Link to the rest at No Sweat Shakespeare

Of course, any ten-best list for which there are many candidates will raise questions and objections from all directions.

The comments to the OP list Spenser, Wordsworth, Keats, the Brontës and Gibbon as more deserving than some of those listed. Several lobbied for James Joyce, but others point out he was Irish not English.

As far as influential twentieth-century English authors, PG contends that some of the more modern writers can certainly be considered candidates to bump others off the list. What about Dame Agatha, Virginia Woolf, Dorothy Sayers, Dylan Thomas, J. K. Rowling, C.S. Lewis and J. R. R. Tolkien?

2 thoughts on “The 10 Best English Writers”

  1. Well, Dame Agatha, Dorothy Sayers, J. K. Rowling, C. S. Lewis, and J. R. R. Tolkien are all disqualified by Bogus Syllogism No. 1:

    The Great Literature of the past, nowadays, is not very popular.
    Lit-fic is not popular either.
    Therefore, lit-fic is Great Literature; and contrariwise, if it isn’t, it ain’t.

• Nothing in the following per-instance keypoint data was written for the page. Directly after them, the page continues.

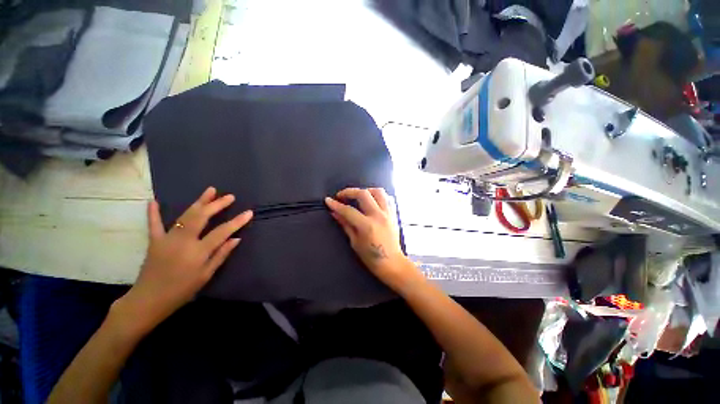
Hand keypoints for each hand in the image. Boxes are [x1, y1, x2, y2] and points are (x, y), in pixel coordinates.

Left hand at [117, 187, 252, 331]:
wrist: (149, 300)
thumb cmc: (182, 290)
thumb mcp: (206, 275)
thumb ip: (221, 255)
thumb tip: (236, 239)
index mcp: (198, 252)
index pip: (222, 232)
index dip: (237, 222)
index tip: (249, 212)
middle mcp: (183, 241)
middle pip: (202, 217)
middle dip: (217, 205)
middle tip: (230, 197)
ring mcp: (167, 239)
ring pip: (185, 216)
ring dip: (199, 202)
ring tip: (210, 190)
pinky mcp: (154, 241)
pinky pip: (154, 224)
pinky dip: (154, 213)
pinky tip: (153, 201)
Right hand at [325, 188, 416, 288]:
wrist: (392, 263)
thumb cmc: (372, 257)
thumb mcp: (355, 242)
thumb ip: (345, 225)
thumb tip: (335, 213)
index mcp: (367, 226)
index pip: (348, 210)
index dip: (336, 204)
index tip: (328, 200)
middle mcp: (379, 216)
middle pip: (363, 194)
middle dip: (349, 192)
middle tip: (341, 196)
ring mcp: (388, 213)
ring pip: (378, 191)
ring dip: (366, 191)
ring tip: (358, 196)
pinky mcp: (394, 214)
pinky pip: (387, 198)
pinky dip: (378, 196)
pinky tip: (372, 201)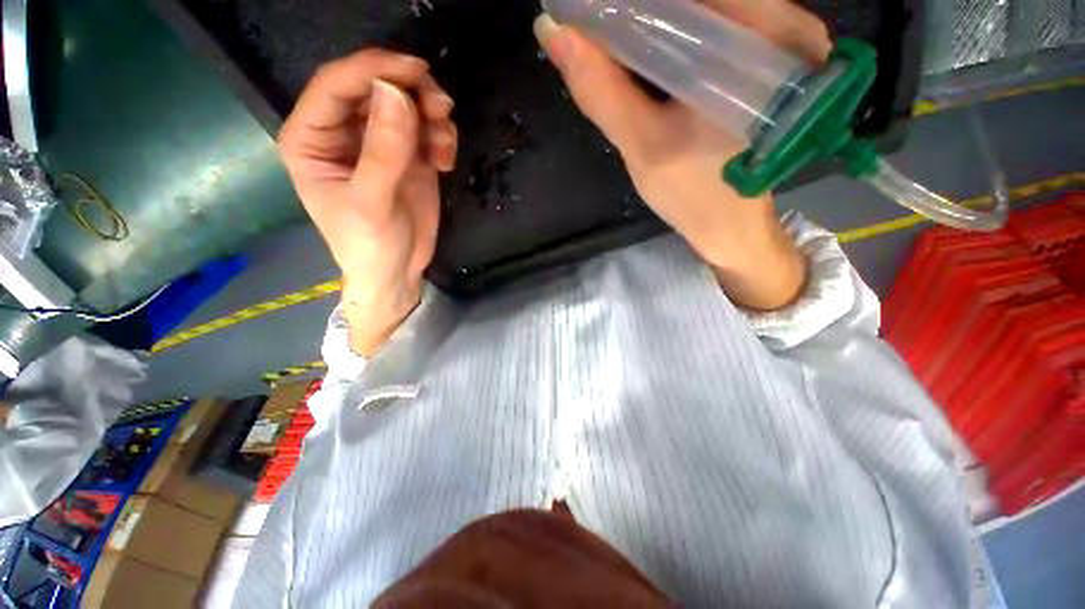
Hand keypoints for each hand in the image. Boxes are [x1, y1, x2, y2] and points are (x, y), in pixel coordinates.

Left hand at [279, 50, 457, 354]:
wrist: (398, 271)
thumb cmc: (370, 245)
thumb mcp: (371, 203)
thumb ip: (382, 151)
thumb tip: (397, 93)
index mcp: (313, 138)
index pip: (337, 85)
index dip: (374, 69)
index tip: (415, 70)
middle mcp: (344, 131)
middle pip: (376, 86)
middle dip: (412, 92)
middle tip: (442, 109)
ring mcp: (380, 142)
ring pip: (406, 103)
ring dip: (432, 116)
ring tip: (444, 146)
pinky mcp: (409, 155)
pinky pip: (427, 128)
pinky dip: (441, 137)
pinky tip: (445, 162)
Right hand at [534, 0, 831, 310]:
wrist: (732, 226)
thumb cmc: (694, 195)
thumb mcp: (643, 147)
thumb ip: (601, 92)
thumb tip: (553, 33)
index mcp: (760, 41)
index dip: (629, 2)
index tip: (590, 12)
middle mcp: (783, 23)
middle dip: (642, 10)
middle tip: (595, 26)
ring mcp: (781, 39)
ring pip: (704, 8)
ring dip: (657, 18)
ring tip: (613, 36)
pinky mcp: (769, 59)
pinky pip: (715, 26)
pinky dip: (676, 31)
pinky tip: (647, 50)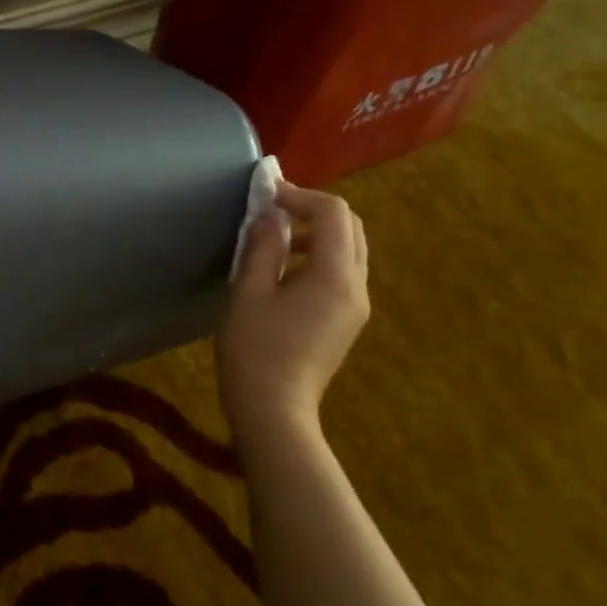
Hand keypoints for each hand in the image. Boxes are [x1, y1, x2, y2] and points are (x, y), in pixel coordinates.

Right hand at [218, 183, 369, 435]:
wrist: (274, 410)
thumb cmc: (255, 350)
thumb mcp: (249, 292)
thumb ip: (263, 247)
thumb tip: (270, 216)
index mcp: (336, 276)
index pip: (334, 213)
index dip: (301, 195)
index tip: (266, 195)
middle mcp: (356, 287)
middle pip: (350, 227)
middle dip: (313, 210)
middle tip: (272, 210)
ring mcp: (355, 307)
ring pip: (349, 250)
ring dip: (317, 233)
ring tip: (275, 240)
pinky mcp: (346, 321)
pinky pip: (341, 273)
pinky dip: (319, 257)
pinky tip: (284, 271)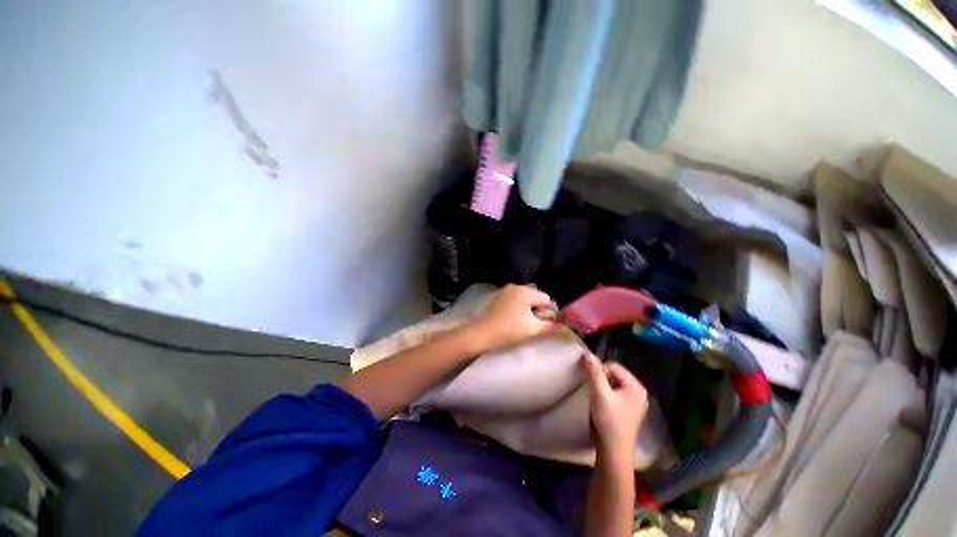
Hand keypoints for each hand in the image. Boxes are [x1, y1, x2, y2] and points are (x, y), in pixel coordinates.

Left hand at [473, 284, 556, 351]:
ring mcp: (505, 291)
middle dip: (539, 312)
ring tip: (525, 326)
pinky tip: (514, 322)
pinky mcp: (498, 298)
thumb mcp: (533, 329)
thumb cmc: (509, 330)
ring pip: (525, 301)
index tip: (546, 326)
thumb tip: (568, 328)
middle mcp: (515, 286)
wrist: (481, 334)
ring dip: (529, 312)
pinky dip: (519, 310)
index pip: (547, 299)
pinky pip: (515, 302)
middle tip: (535, 327)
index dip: (551, 313)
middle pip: (536, 298)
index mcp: (525, 291)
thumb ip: (552, 327)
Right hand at [582, 353, 648, 460]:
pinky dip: (606, 396)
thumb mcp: (600, 394)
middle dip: (601, 379)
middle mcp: (639, 393)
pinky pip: (615, 394)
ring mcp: (635, 403)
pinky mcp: (629, 412)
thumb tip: (586, 353)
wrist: (614, 453)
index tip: (591, 383)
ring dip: (602, 388)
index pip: (614, 366)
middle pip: (614, 375)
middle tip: (593, 392)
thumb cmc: (609, 421)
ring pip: (613, 385)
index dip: (599, 371)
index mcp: (636, 387)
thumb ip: (594, 372)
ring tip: (596, 399)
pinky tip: (601, 406)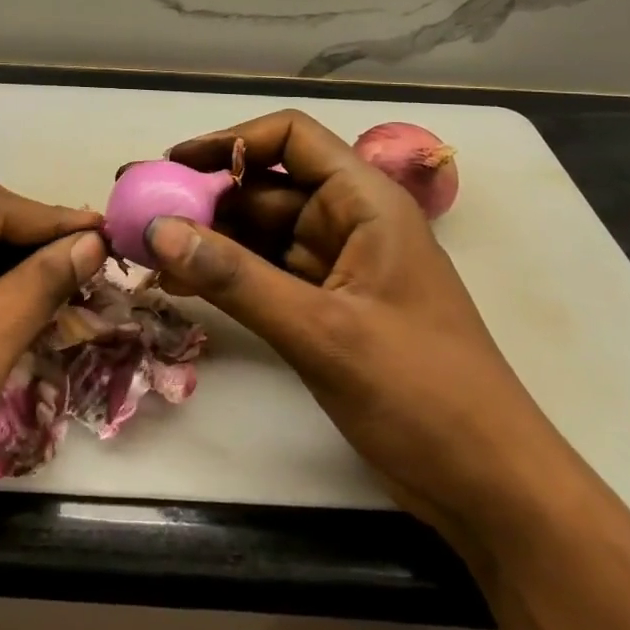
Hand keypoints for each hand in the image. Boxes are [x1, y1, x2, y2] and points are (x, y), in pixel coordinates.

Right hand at [145, 110, 581, 544]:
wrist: (492, 490)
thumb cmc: (422, 393)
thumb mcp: (322, 332)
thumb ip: (235, 278)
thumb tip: (157, 230)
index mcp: (365, 202)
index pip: (290, 138)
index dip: (230, 141)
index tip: (173, 163)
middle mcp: (349, 222)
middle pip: (264, 187)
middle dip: (202, 195)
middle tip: (138, 207)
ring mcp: (336, 266)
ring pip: (258, 232)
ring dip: (206, 238)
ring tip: (143, 248)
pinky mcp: (326, 307)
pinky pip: (263, 274)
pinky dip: (224, 275)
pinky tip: (178, 283)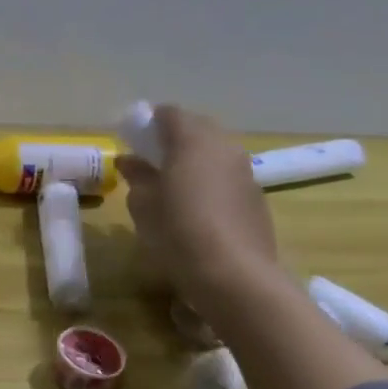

    (Dylan Thomas was Welsh, of course. Virginia Woolf we will grant you.)

    Lest you think this exaggerated: Remember, the Critic par excellence, F. R. Leavis, originally excluded Dickens from his canon of great English authors – ‘The Great Tradition’, he had the nerve to call it – because Dickens was ‘a mere entertainer’. If your books actually entertain people, nothing can save you from being mere. And no mere anything can ever aspire to a place on the Ten Best of its kind. Lists like that are customarily reserved either for authors long and safely dead, or those whom nobody but a masochist would read voluntarily.

    Of ten thousand such bricks have we built the sepulchre in which the corpse of Literature is laid to rest.

    (Signed)
    H. Smiggy McStudge
    Noted Sepultural Architect, etc.